_Records for this exercise_
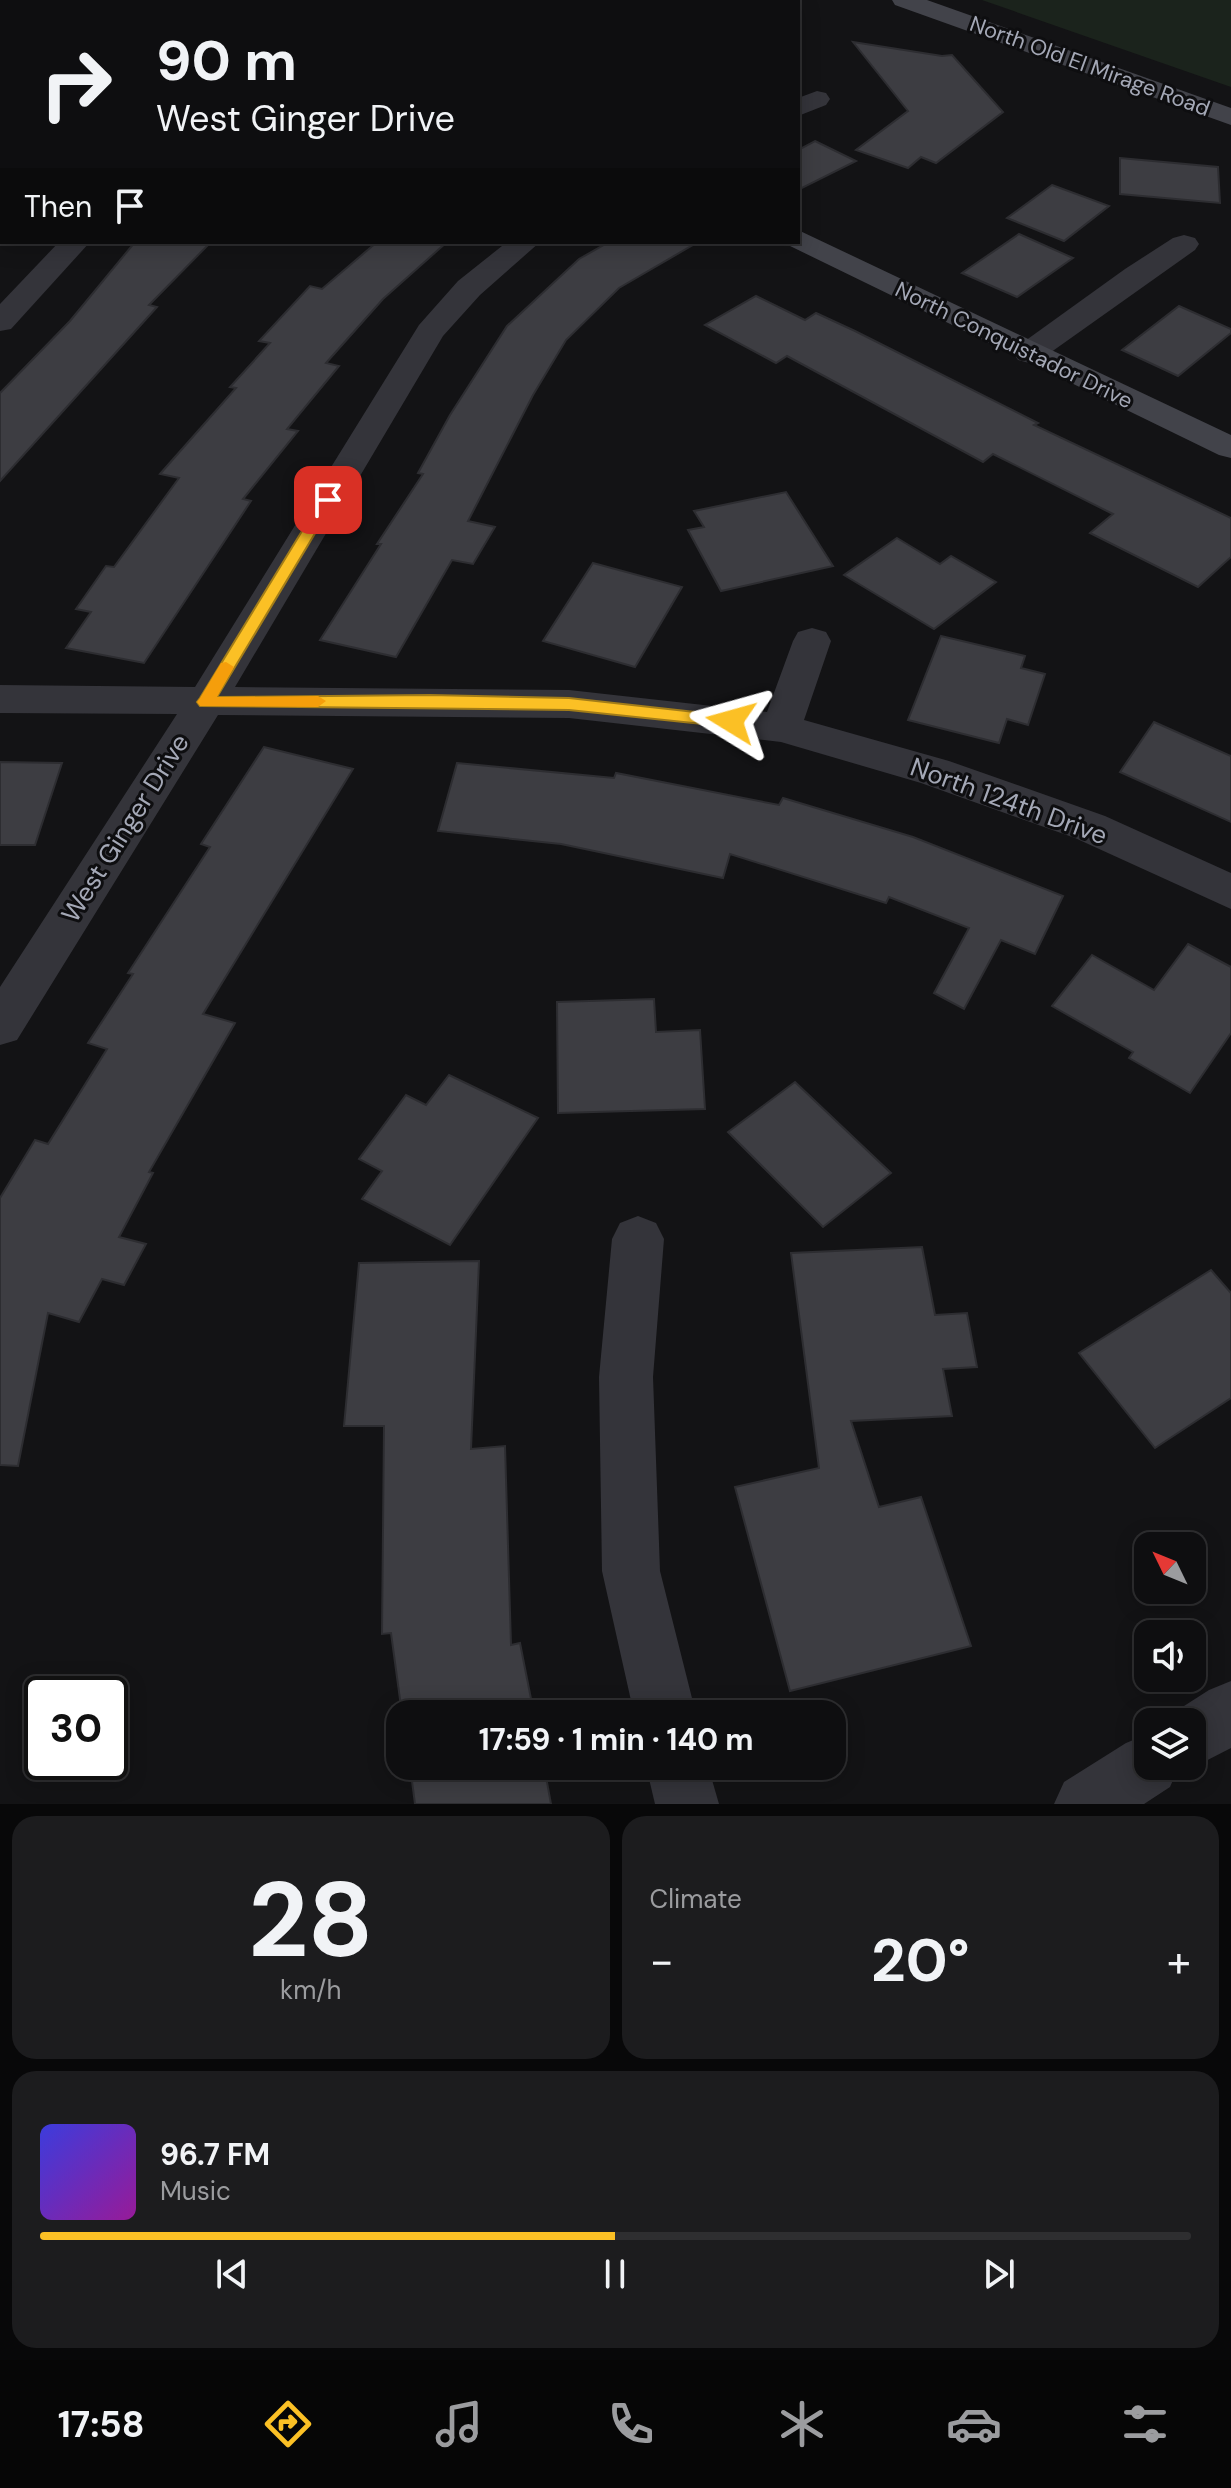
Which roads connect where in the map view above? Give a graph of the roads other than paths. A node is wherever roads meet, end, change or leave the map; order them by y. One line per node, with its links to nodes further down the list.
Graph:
1 (904, 0): 2 (street, North Old El Mirage Road)
2 (1231, 117)
3 (800, 240): 8 (street, North Conquistador Drive)
4 (73, 244): 7 (street)
5 (523, 244): 12 (street, West Ginger Drive)
6 (1184, 244): 8 (street)
7 (0, 322)
8 (1029, 353): 9 (street, North Conquistador Drive)
9 (1231, 448)
10 (812, 641): 13 (street)
11 (0, 699): 12 (street, North 124th Drive)
12 (206, 702): 13 (street, North 124th Drive); 15 (street, West Ginger Drive)
13 (781, 728): 14 (street, North 124th Drive)
14 (1231, 892)
15 (0, 1026)
16 (638, 1239): 17 (street)
17 (662, 1700)
18 (1231, 1712): 19 (street)
19 (1206, 1728)
20 (1134, 1774): 23 (street)
21 (681, 1780): 22 (street)
22 (687, 1804)
23 (1086, 1804)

_Assigned task_
Retype the records exactly, but skip the pictures.

_Output for this task_
Which roads connect where in the map view above? Give a graph of the roads other than paths. A node is wherever roads meet, end, change or leave the map; order them by y. One line per node, with its links to nodes further down the list.
Graph:
1 (904, 0): 2 (street, North Old El Mirage Road)
2 (1231, 117)
3 (800, 240): 8 (street, North Conquistador Drive)
4 (73, 244): 7 (street)
5 (523, 244): 12 (street, West Ginger Drive)
6 (1184, 244): 8 (street)
7 (0, 322)
8 (1029, 353): 9 (street, North Conquistador Drive)
9 (1231, 448)
10 (812, 641): 13 (street)
11 (0, 699): 12 (street, North 124th Drive)
12 (206, 702): 13 (street, North 124th Drive); 15 (street, West Ginger Drive)
13 (781, 728): 14 (street, North 124th Drive)
14 (1231, 892)
15 (0, 1026)
16 (638, 1239): 17 (street)
17 (662, 1700)
18 (1231, 1712): 19 (street)
19 (1206, 1728)
20 (1134, 1774): 23 (street)
21 (681, 1780): 22 (street)
22 (687, 1804)
23 (1086, 1804)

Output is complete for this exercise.